La volonté affichée de la Commission européenne de diminuer les coûts des services portuaires ne saurait d'ailleurs avoir pour conséquence de libéraliser les services nautiques, puisque ceux-ci ne représentent qu'à peine 30 % des coûts d'une escale , le reste étant imputable aux services de manutention et de services aux passagers.

L'autonomie des gestionnaires des ports est également mise en avant par le Comité économique et social européen, qui l'estime remise en cause par les nouvelles dispositions encadrant la fixation des redevances portuaires.

Les préoccupations du Comité rejoignent celles du gouvernement français. Les autorités françaises insistent également sur le fait que la politique tarifaire des ports est aussi conditionnée par leur rôle d'aménageur du territoire, alors que la Commission européenne ne l'envisage avant tout que comme un frein à la compétitivité. Il convient de relever que le texte n'a pas non plus suscité l'adhésion de la commission Transport et tourisme du Parlement européen. Le rapport présenté par le député Knut Fleckenstein (Allemagne - S&D) propose de retirer dragage et pilotage du champ d'application du règlement. Les obligations entourant l'élaboration des tarifs ont dans le même temps été remises en cause par un certain nombre de ses collègues. Dans ce contexte, la commission parlementaire a décidé, le 18 mars 2014, de reporter l'examen de ce texte lors de la prochaine législature.

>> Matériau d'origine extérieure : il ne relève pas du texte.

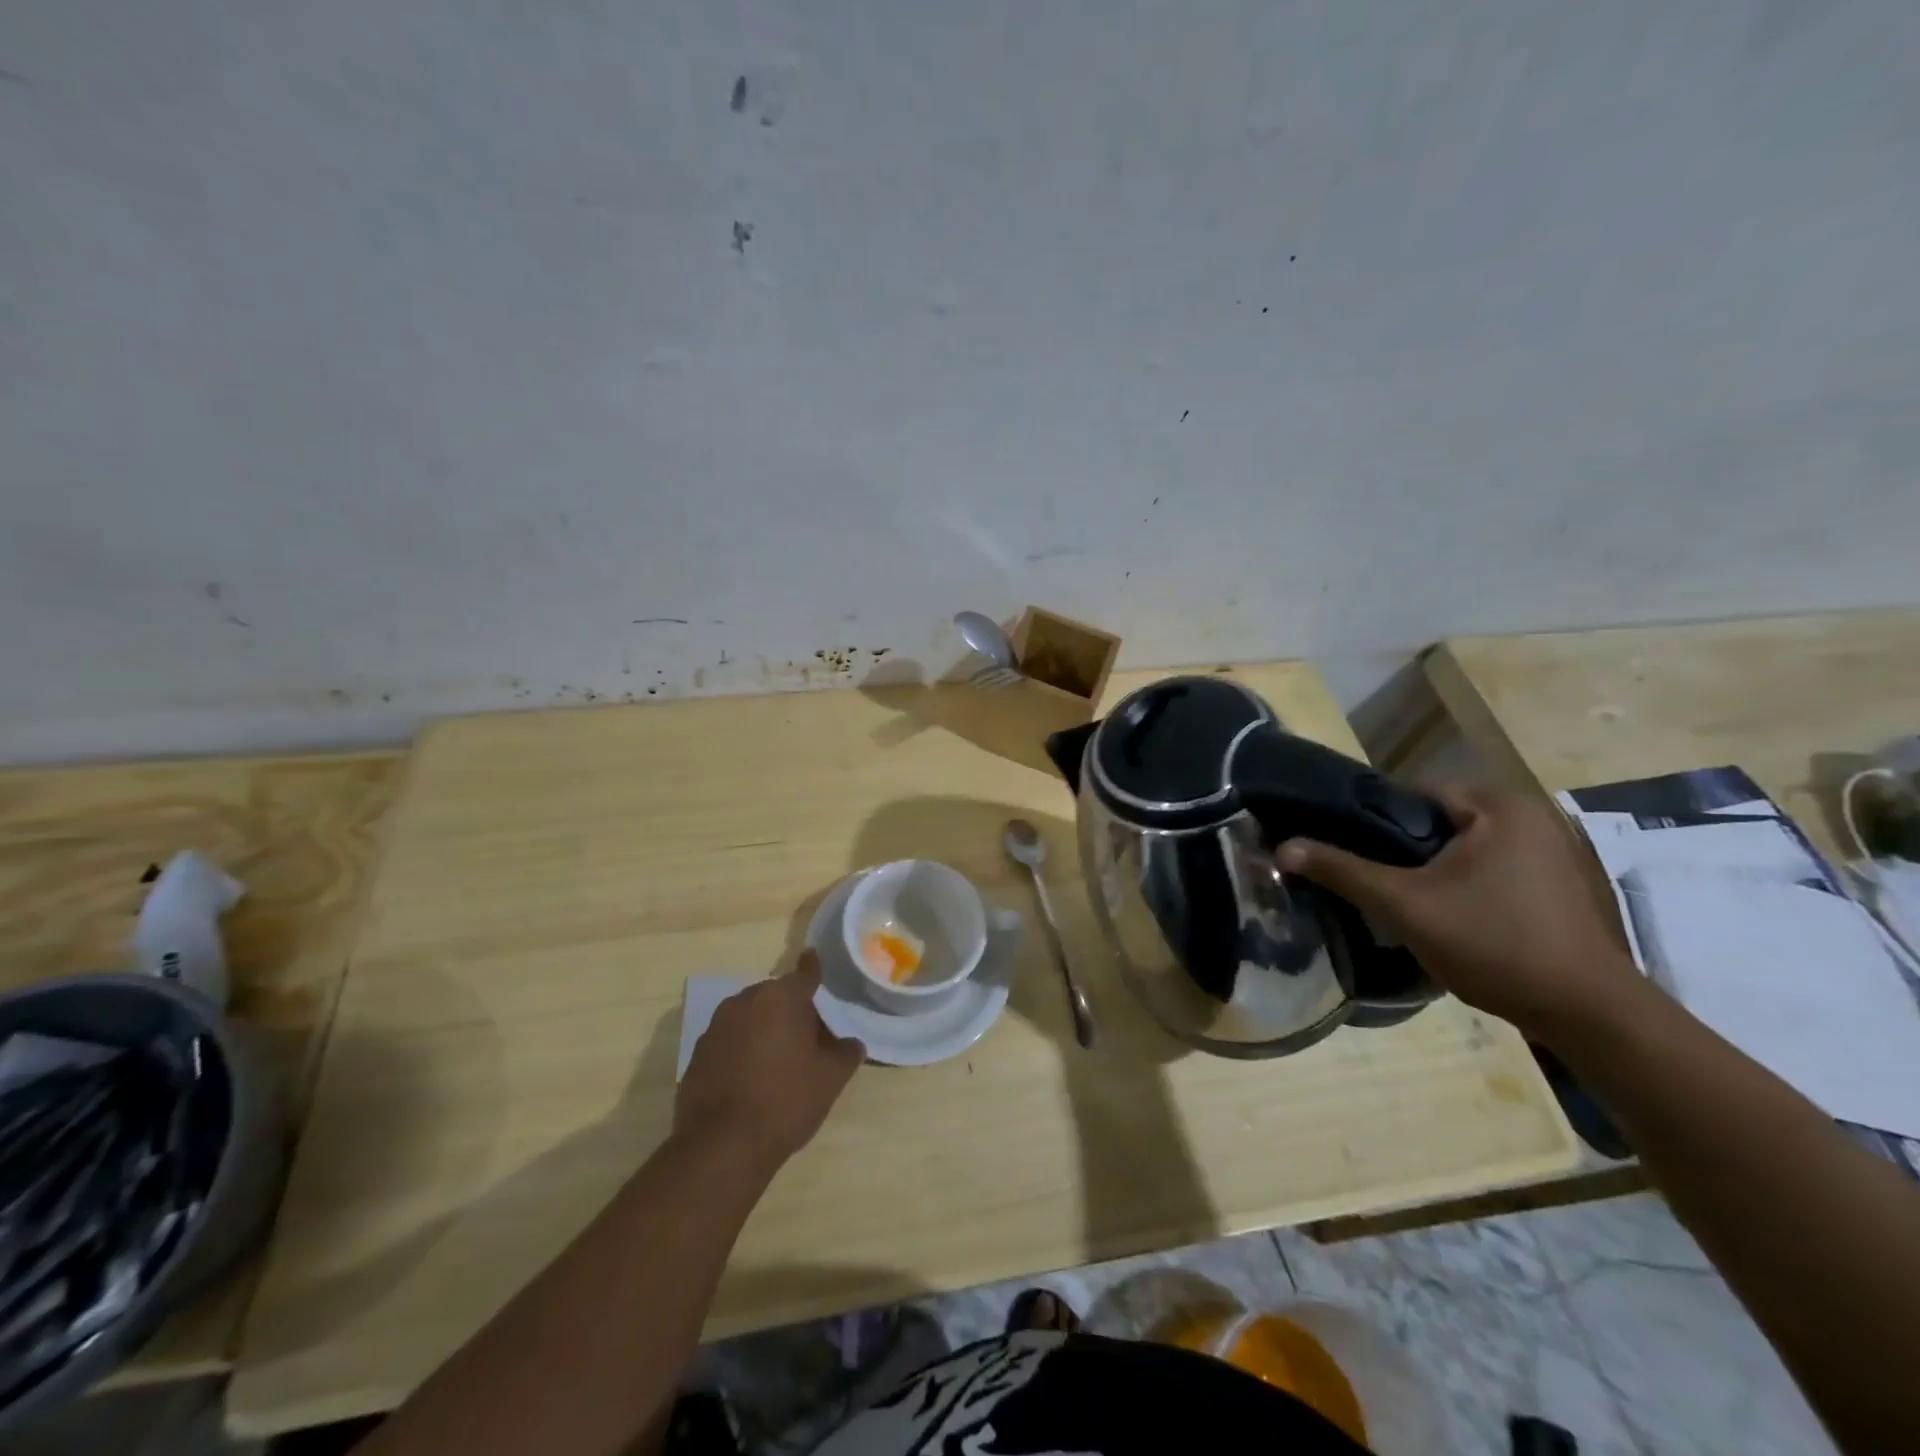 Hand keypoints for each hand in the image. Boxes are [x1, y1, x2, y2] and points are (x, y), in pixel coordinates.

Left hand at [675, 950, 863, 1173]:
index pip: (805, 973)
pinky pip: (729, 1040)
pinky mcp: (698, 1053)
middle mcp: (745, 1001)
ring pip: (750, 1016)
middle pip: (776, 996)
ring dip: (764, 1028)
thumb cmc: (784, 1103)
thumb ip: (846, 1053)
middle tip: (808, 1035)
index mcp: (780, 998)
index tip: (816, 961)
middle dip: (791, 1008)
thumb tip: (852, 1042)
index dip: (814, 969)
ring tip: (779, 1058)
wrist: (721, 1148)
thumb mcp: (830, 1080)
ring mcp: (716, 1026)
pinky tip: (751, 1077)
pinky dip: (742, 1048)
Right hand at [1277, 785, 1649, 1042]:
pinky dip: (1463, 884)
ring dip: (1431, 869)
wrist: (1590, 1016)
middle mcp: (1532, 815)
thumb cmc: (1496, 944)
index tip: (1344, 850)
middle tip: (1370, 881)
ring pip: (1462, 848)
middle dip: (1401, 849)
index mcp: (1499, 804)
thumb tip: (1281, 848)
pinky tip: (1448, 916)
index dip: (1370, 821)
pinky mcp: (1560, 885)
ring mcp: (1553, 851)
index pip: (1411, 793)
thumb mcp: (1405, 905)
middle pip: (1437, 821)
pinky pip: (1490, 869)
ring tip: (1401, 900)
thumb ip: (1342, 870) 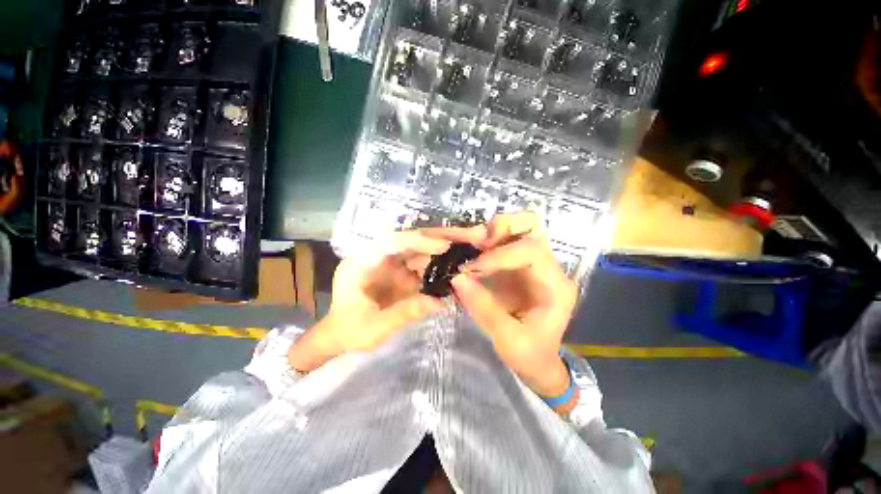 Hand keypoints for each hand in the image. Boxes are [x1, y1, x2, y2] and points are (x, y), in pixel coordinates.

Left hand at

Votre rapporteur partage ces réserves, à la lumière notamment de la situation rencontrée aujourd'hui au sein de certains ports européens, grecs ou portugais. La China Ocean Shipping Company (COSCO) a racheté la concession de l'embarcadère n°2 au sein du port du Pirée et privilégie aujourd'hui le recours aux sociétés d'intérim pour la manutention. Même si le statut des dockers n'est pas aujourd'hui concerné par le projet de règlement, il n'est pas interdit de penser que celui-ci annonce ultérieurement un texte destiné à le compléter et visant expressément la manutention et les services aux personnes. Le souhait de privatiser les services nautiques en dépit du bon sens et au risque de fragiliser la sécurité des ports est assez révélatrice de cette vision. Il existe ailleurs un paradoxe à vouloir renforcer les normes sociales sur les ports et au sein des navires d'un côté et envisager de l'autre une dérégulation de la plupart des services portuaires et une baisse concomitante des coûts sans autres garde-fous que des obligations de service public dont les contours demeurent pour l'heure relativement imprécis.